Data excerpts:
# # # #

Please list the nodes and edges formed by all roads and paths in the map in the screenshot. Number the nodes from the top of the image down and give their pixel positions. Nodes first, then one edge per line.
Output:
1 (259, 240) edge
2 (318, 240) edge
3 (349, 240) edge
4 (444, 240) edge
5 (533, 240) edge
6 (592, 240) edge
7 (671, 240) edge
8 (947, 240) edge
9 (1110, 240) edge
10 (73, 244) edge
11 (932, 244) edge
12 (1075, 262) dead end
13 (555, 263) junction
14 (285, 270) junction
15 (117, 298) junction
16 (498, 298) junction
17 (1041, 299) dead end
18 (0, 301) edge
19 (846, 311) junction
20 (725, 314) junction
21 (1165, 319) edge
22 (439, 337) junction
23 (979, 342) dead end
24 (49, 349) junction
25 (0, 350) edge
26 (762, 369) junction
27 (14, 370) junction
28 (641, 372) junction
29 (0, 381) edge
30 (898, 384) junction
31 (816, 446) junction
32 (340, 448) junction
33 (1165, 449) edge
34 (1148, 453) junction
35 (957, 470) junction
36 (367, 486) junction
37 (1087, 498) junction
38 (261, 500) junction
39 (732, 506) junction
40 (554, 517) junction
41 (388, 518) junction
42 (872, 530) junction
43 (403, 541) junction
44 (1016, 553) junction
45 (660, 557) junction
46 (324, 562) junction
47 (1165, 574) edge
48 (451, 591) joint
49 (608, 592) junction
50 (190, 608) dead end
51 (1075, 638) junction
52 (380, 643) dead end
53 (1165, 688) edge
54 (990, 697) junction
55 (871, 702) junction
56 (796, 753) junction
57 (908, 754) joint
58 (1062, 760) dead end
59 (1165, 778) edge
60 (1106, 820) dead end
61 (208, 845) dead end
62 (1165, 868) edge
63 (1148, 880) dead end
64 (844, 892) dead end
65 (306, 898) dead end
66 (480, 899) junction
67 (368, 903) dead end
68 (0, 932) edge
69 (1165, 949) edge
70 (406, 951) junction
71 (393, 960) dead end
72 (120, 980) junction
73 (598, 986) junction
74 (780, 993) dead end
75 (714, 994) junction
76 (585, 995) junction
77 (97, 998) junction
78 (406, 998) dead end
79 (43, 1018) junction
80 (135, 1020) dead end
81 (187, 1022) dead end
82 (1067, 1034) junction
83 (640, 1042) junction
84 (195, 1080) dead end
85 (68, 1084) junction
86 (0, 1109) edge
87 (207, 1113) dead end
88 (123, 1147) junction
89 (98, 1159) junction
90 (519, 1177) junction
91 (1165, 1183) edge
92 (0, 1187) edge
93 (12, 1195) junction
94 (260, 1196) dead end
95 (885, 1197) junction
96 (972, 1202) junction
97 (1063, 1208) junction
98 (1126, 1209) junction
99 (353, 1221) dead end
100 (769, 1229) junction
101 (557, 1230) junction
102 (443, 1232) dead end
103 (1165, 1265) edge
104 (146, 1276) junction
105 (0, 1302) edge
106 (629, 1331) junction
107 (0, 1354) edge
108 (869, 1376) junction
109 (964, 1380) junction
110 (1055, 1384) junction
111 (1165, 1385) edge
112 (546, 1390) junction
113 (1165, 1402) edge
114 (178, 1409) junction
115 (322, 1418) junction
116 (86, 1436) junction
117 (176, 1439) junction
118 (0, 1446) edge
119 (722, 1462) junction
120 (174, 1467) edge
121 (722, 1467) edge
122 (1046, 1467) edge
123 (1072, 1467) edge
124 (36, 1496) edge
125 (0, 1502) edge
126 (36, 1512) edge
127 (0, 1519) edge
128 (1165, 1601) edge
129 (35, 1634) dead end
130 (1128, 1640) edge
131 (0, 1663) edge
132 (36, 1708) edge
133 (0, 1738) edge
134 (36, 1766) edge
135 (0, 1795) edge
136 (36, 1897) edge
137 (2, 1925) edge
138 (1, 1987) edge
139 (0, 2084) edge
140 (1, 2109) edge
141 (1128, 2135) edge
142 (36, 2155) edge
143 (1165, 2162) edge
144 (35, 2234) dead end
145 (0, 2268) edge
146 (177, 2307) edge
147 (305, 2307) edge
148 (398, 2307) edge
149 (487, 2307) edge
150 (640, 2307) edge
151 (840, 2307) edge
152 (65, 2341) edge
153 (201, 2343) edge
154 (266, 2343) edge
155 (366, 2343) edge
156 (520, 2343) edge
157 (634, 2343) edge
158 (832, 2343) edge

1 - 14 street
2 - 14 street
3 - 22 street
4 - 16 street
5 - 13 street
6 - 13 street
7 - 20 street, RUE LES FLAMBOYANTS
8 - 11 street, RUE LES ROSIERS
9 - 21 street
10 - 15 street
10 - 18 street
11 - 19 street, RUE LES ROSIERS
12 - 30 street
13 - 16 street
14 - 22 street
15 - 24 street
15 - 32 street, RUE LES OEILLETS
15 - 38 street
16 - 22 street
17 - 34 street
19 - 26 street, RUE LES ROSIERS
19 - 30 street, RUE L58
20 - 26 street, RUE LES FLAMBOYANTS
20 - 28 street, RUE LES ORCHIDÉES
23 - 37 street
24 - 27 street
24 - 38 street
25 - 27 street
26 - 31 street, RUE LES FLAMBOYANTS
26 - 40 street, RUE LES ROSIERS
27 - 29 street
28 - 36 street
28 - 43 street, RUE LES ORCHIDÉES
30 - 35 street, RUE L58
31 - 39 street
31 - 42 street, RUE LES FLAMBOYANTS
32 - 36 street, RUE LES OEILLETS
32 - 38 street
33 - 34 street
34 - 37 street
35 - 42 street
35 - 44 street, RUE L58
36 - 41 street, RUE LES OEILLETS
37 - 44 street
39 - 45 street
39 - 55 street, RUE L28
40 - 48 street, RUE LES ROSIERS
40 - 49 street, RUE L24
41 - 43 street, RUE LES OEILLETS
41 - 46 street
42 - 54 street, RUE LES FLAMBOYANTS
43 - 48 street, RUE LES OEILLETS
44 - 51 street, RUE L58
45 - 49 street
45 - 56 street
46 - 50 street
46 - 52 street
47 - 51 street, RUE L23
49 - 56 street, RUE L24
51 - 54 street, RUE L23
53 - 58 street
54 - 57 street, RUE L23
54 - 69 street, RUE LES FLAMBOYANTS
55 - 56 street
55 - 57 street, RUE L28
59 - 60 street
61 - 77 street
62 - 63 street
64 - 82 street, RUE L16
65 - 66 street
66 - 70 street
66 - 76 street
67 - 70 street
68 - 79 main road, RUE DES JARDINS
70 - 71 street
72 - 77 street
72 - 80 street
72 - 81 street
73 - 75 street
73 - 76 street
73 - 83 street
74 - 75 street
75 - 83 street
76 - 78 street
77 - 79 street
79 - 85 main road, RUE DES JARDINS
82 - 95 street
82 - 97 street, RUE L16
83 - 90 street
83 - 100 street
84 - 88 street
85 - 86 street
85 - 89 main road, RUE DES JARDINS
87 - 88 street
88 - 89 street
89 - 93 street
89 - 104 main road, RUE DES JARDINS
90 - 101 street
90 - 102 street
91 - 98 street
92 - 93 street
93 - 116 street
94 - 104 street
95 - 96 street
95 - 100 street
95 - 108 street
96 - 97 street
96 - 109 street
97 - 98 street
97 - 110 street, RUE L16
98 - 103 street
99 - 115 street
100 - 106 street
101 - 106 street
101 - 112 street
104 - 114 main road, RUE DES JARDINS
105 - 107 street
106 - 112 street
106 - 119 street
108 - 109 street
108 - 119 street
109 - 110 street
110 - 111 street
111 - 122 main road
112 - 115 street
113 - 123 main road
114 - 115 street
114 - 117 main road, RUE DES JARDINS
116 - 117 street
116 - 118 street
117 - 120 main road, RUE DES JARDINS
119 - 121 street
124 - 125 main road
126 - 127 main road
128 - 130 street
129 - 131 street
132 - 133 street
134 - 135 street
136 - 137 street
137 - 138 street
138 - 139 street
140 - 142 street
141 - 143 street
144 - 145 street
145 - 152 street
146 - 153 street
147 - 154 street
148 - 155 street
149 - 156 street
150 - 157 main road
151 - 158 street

# # # #

• _WORK REQUEST_: Check each line of the data above, and please copy the ones in which the string "OEILLETS" occurs.

• _SOLVED PROBLEM_:
15 - 32 street, RUE LES OEILLETS
32 - 36 street, RUE LES OEILLETS
36 - 41 street, RUE LES OEILLETS
41 - 43 street, RUE LES OEILLETS
43 - 48 street, RUE LES OEILLETS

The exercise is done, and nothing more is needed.